As well known, the CPI may be defined as equation:

$CPI = \frac{CCI}{IC},$

wherein CCI is the number of clock cycles for a given instruction type or the number of instructions for the given type, and IC is a total instruction count.

The memory interface 220, an example of a slave, may control a write operation or a read operation on the memory 400 according to the control of the CPU 210. The memory interface 220 may control the write or read operation on the memory 400 based on a second frequency of a second clock signal CLK2 output from the CMU 230 and the level of a fourth operating voltage PW4 output from the PMIC 300. Each of the second frequency of the second clock signal CLK2 and the level of the fourth operating voltage PW4 may be adjusted according to DVFS.

Although one memory interface 220 and one memory 400 are illustrated in FIG. 1 for convenience′ sake in the description, the memory interface 220 may be a memory interface set including a plurality of different memory interfaces, and the memory 400 may be a set including different memories. For instance, when the memory 400 is a set including dynamic random access memory (DRAM) and flash memory (e.g., NAND-type flash memory (logical NOT AND) or NOR-type flash memory (logical NOT OR)), the memory interface 220 may be a set including a DRAM controller and a flash memory controller, but the inventive concepts are not restricted to these example embodiments.

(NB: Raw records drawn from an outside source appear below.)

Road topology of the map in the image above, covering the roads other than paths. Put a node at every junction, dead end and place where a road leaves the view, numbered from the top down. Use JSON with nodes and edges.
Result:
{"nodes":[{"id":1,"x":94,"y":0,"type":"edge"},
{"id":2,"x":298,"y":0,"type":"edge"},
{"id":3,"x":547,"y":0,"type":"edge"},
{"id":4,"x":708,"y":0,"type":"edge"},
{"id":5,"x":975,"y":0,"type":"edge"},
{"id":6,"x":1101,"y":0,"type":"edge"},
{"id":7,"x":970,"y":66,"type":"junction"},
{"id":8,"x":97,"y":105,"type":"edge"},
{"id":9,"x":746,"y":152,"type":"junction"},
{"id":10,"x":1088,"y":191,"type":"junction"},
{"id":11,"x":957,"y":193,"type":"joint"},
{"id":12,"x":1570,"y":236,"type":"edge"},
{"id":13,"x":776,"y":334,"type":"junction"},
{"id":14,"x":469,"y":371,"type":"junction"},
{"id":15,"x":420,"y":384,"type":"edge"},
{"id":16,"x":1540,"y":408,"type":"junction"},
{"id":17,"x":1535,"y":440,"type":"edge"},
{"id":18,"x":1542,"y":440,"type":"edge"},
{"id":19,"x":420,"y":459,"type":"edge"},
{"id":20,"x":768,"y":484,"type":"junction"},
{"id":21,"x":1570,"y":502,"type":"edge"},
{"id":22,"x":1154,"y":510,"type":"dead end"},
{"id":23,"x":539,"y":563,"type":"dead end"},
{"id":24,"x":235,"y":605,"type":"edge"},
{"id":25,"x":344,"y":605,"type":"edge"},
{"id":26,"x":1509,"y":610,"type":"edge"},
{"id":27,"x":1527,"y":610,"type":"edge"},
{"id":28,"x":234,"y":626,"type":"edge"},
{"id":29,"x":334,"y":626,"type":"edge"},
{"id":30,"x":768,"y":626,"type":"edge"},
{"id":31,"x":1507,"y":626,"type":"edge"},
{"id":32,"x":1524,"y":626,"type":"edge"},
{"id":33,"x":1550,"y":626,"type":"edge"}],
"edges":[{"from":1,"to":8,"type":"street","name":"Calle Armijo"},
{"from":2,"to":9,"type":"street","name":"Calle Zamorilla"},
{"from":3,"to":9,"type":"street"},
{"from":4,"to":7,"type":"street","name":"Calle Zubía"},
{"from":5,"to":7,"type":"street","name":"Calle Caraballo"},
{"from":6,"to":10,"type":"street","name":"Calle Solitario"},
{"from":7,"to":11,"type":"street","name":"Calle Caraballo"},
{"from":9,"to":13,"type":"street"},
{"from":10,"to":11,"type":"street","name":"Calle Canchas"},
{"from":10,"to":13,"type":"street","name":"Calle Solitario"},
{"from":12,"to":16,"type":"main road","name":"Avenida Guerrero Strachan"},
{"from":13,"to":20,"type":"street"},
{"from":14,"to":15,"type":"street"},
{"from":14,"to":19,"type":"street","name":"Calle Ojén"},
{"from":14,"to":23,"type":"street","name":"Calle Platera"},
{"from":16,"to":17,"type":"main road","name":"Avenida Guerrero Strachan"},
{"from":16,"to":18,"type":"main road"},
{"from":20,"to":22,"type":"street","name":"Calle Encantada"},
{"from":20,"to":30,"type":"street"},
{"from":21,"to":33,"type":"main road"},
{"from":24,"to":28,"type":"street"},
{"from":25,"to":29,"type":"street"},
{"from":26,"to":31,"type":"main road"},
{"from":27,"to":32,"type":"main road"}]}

The memory 400 may be formed with volatile and/or non-volatile memory. The volatile memory may be random access memory (RAM), DRAM, static RAM (SRAM), thyristor RAM (T-RAM), zero capacitor RAM (Z-RAM), or twin transistor RAM (TTRAM), but the inventive concepts are not restricted to these example embodiments. The non-volatile memory may be electrically erasable programmable read-only memory (EEPROM), flash memory, magnetic RAM (MRAM), spin-transfer torque MRAM, ferroelectric RAM (FeRAM), phase-change RAM (PRAM), resistive RAM (RRAM), nanotube RRAM, polymer RAM (PoRAM), nano floating gate memory (NFGM), holographic memory, molecular electronics memory device, or insulator resistance change memory, but the inventive concepts are not restricted to these example embodiments.

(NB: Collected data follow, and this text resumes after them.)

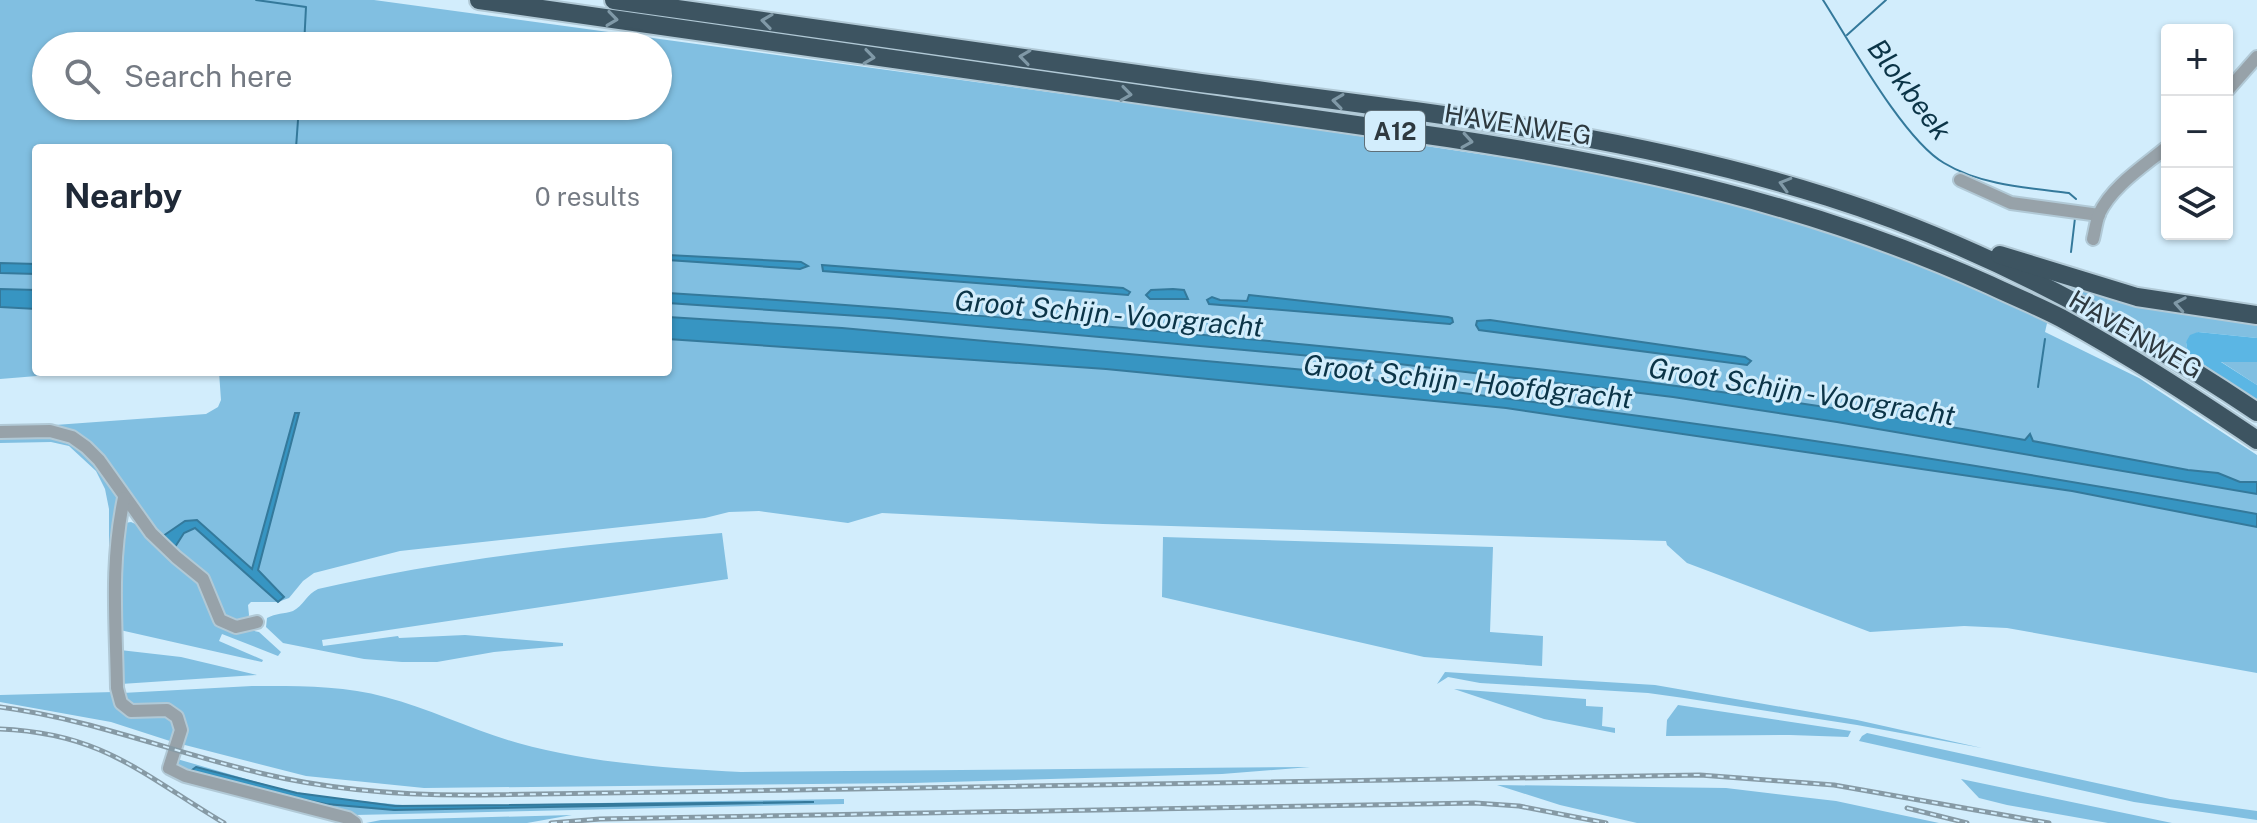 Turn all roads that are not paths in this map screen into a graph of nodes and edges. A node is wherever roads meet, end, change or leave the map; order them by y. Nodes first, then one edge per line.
1 (479, 0) edge
2 (614, 0) edge
3 (640, 0) edge
4 (678, 9) junction
5 (2257, 57) edge
6 (2233, 84) edge
7 (2161, 152) edge
8 (1960, 180) dead end
9 (1831, 198) junction
10 (2099, 215) junction
11 (2093, 239) dead end
12 (2257, 315) edge
13 (2257, 412) edge
14 (0, 432) edge
15 (2257, 440) edge
16 (124, 498) junction
17 (257, 622) dead end
18 (355, 823) edge

1 -> 15 highway, HAVENWEG / A12
2 - 4 highway, HAVENWEG / A12
3 - 4 highway
9 -> 4 highway, HAVENWEG / A12
5 - 6 street
7 - 10 street
8 - 10 street
12 -> 9 highway
9 - 13 highway, HAVENWEG / A12
10 - 11 street
14 - 16 street
16 - 17 street
16 - 18 street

The memory 400 may be implemented as a solid state drive or solid state disk (SSD), an embedded SSD (eSSD), a multimedia card (MMC), an embedded MMC (eMMC), or a universal flash storage (UFS), but the inventive concepts are not restricted to these example embodiments.

The CMU 230 may adjust a first frequency of a first clock signal CLK1 applied to the CPU 210, the second frequency of the second clock signal CLK2 applied to the memory interface 220, and/or a third frequency of a third clock signal CLK3 applied to the I/O interface 250 in response to a first control signal CTR1 output from the CPU 210 or from the DVFS program executed by the CPU 210. In some example embodiments, “to adjust” may mean to increase, to maintain, or to decrease.

The PMU 240 may generate a third control signal CTR3 for controlling an operation of the PMIC 300 in response to a second control signal CTR2 output from the CPU 210 or from the DVFS program executed by the CPU 210.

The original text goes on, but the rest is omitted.